The term "Trail of Tears" refers to the difficult journeys that the Five Tribes took during their forced removal from the southeast during the 1830s and 1840s. The Cherokee, Creek, Choctaw, Chickasaw, and Seminole were all marched out of their ancestral lands to Indian Territory, or present Oklahoma. Although the removal of American Indians began long before the nineteenth century, the Trail of Tears is mostly associated with the forced removals that took place after the 1830 Indian Removal Act.

The Trail of Tears differed for each of the nations, but all Indians, as well as the enslaved persons accompanying them, suffered. The marches usually began when federal troops rounded up those who resisted removal. The journeys, usually more than one thousand miles, lasted several weeks. A shortage of wagons, horses, food, and other supplies made the marches difficult. Some traveled by boat, but the conditions there were usually no better. The U.S. government did not provide enough supplies to sustain the travelers during their march and after their arrival.

An exceptionally harsh winter plagued the Choctaw, the first nation to face the forced migration.

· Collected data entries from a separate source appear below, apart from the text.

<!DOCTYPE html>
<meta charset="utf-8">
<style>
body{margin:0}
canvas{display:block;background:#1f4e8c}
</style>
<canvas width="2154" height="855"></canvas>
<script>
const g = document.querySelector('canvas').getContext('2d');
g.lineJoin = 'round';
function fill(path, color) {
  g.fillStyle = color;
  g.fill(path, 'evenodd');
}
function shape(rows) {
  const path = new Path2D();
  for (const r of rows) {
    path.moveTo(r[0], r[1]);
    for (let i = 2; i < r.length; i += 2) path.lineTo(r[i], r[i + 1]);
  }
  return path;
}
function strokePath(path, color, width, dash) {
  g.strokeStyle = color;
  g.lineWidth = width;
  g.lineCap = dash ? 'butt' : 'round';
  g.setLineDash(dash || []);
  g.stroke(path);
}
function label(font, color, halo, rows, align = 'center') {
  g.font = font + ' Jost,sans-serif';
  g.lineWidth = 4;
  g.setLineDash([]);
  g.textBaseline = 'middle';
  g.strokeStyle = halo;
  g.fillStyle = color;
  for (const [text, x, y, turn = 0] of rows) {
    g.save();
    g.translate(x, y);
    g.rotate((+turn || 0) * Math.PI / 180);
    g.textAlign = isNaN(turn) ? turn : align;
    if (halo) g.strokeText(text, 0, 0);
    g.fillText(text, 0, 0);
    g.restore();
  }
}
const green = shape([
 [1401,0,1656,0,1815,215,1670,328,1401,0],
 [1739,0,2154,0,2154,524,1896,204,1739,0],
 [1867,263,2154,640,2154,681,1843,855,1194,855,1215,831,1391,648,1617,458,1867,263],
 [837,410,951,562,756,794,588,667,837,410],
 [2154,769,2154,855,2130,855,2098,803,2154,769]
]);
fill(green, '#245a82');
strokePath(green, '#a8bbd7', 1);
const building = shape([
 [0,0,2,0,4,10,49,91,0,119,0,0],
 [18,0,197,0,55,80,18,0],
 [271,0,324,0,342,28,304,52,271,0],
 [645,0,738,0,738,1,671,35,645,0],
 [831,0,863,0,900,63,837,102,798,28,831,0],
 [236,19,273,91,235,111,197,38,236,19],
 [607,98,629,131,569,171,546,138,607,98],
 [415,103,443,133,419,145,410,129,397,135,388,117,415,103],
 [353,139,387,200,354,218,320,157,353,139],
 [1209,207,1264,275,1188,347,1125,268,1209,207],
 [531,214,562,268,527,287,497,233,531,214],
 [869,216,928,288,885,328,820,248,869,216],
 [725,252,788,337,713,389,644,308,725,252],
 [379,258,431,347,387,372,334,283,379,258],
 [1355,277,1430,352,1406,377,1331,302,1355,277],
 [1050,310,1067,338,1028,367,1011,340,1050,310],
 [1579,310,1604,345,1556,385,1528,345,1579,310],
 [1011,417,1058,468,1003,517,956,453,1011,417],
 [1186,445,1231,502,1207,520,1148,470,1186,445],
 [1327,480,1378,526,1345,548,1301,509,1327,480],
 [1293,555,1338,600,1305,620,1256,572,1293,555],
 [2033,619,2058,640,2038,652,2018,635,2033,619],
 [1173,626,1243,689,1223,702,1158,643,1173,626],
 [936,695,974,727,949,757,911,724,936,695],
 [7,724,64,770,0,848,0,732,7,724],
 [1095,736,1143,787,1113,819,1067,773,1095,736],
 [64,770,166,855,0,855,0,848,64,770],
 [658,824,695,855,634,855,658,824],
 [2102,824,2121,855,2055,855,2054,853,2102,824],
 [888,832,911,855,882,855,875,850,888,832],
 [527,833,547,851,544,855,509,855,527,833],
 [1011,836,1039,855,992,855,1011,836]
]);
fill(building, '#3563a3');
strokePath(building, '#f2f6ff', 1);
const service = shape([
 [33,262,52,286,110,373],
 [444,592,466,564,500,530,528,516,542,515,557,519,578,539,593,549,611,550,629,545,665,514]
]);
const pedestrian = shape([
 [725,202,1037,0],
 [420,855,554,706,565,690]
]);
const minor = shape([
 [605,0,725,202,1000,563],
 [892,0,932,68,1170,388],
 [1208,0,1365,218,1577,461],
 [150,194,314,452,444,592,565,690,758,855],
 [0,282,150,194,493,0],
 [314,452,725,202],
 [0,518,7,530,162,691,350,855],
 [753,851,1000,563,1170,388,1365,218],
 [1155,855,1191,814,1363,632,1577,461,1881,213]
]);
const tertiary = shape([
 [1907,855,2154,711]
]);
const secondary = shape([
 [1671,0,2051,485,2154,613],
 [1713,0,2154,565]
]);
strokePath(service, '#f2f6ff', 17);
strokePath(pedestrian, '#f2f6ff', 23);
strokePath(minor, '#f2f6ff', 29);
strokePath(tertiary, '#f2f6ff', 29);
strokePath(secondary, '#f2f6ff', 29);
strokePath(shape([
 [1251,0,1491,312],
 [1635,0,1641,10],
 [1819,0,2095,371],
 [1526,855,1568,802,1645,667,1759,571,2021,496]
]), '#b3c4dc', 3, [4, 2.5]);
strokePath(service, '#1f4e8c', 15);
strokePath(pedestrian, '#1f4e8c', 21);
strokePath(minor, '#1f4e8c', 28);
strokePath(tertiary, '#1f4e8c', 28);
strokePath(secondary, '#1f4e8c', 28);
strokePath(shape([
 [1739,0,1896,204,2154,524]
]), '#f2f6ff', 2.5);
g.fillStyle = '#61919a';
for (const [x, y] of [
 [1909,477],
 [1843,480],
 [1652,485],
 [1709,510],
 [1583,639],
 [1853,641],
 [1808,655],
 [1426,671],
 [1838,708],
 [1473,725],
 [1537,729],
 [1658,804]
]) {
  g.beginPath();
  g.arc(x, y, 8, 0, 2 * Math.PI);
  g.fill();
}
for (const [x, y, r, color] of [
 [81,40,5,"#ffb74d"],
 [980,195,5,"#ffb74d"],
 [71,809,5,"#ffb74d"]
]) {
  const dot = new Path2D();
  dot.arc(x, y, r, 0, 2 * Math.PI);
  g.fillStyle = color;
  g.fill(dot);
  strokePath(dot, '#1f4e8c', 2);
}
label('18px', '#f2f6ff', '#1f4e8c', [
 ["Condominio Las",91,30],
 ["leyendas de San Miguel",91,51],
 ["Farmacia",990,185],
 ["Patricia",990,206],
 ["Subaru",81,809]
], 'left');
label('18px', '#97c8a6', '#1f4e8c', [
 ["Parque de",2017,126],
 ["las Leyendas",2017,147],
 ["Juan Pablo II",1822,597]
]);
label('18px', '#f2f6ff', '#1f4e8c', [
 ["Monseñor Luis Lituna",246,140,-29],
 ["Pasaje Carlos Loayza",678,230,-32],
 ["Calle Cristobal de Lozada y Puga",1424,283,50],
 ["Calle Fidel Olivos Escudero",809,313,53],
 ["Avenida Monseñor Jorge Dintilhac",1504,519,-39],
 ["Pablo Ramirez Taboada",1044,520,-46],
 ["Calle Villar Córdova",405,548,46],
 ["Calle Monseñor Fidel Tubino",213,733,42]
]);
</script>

Leaving in several groups in 1831, more than fourteen thousand Choctaws left Mississippi. French observer Alexis de Tocqueville described one journey as a "sight [that] will never fade from my memory." He noted that "The snow was hard on the ground, and huge masses of ice drifted on the river. The Indians brought their families with them; there were among them the wounded, the sick, newborn babies, and old men on the point of death. They had neither tents nor wagons, but only some provisions and weapons." Hundreds of Choctaws died.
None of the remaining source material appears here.